This touching post comes from Jennifer Boyd, who won the ‘Memoir’ category as part of the Mamamia Writers’ Competition.
Years ago in Melbourne’s St Kilda, there was a vacant corner property, long bereft of any love, whose front was lined by a brick wall that ran along its Inkerman Street side. And there upon its tired old surface, graffitied in large scrawl, were the words “YOUR DAUGHTER IS MY WHORE”.
The letters appeared to drip with menacing intent and I wondered about the person who had taken the time to make this declaration to all and sundry. Years later, before the wall was eventually demolished and the land utilised, somebody added their perspective to it, so that for a brief time it then read “YOUR DAUGHTER IS MY DEAD WHORE”.

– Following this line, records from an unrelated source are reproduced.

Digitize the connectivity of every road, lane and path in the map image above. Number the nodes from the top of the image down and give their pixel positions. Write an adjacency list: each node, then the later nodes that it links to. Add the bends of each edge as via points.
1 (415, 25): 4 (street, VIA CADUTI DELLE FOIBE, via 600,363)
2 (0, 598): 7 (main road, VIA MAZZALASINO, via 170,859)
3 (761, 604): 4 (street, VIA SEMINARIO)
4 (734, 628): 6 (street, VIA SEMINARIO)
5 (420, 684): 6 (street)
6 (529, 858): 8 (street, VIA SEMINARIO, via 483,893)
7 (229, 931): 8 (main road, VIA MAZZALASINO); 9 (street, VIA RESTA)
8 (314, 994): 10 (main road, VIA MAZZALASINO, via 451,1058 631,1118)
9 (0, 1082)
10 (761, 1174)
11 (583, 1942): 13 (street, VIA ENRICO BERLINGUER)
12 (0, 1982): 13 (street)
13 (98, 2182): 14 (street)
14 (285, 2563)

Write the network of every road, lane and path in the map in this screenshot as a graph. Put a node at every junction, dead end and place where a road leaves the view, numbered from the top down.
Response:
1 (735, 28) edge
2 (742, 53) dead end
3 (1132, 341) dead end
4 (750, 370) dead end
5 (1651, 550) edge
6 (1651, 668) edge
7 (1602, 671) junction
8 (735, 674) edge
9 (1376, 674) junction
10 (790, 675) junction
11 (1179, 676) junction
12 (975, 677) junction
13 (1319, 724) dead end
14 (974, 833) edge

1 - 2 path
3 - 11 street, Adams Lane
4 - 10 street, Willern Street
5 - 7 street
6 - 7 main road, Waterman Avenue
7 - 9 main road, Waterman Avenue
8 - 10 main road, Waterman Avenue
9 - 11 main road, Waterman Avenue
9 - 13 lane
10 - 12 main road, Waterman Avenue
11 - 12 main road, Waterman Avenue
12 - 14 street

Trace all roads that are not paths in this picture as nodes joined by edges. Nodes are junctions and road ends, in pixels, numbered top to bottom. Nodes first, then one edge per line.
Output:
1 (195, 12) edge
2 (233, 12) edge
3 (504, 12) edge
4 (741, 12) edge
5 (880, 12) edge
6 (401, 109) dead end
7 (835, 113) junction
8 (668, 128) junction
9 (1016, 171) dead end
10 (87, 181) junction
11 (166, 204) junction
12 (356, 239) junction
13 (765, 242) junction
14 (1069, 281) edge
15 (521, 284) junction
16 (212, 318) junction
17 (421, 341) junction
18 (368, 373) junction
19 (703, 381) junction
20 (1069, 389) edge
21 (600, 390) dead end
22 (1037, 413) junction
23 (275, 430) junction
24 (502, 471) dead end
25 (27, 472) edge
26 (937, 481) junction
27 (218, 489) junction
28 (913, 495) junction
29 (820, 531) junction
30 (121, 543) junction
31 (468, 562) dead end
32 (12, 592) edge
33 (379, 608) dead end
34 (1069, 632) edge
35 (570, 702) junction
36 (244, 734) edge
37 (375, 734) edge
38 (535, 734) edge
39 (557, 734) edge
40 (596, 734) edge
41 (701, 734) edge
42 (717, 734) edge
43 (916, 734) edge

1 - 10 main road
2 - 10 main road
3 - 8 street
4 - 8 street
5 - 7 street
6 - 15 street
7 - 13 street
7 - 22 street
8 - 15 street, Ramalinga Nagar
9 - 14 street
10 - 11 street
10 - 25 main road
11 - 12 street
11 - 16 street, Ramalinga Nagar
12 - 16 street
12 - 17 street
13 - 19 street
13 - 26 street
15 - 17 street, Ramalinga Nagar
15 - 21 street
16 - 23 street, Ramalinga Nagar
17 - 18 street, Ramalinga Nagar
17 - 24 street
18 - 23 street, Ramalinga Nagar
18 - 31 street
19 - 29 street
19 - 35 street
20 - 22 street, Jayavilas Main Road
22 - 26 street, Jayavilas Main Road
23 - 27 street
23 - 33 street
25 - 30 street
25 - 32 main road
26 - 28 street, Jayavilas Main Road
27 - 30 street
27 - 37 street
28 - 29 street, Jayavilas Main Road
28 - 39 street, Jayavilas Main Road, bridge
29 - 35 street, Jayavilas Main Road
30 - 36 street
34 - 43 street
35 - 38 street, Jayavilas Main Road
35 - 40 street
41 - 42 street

And so began my foray into Melbourne’s street sex worker industry.
As I stopped to drink in this visual warning that first night, I had a sense of foreboding about just what it truly meant for me and the thousands of other females (and males) who had visited these streets to sell their wares. And every night, as time wore on, and I trundled past that wall, those damn words followed me, like the eyes on the Mona Lisa.
I find it intriguing just how much of a role instinct plays in our decision making and that when it is neglected, for whatever reasons, we look at things retrospectively and see the crossroads where our choices intersected. You can almost hear the cogs whirring in motion that set forth the events-to-be that shape our lives.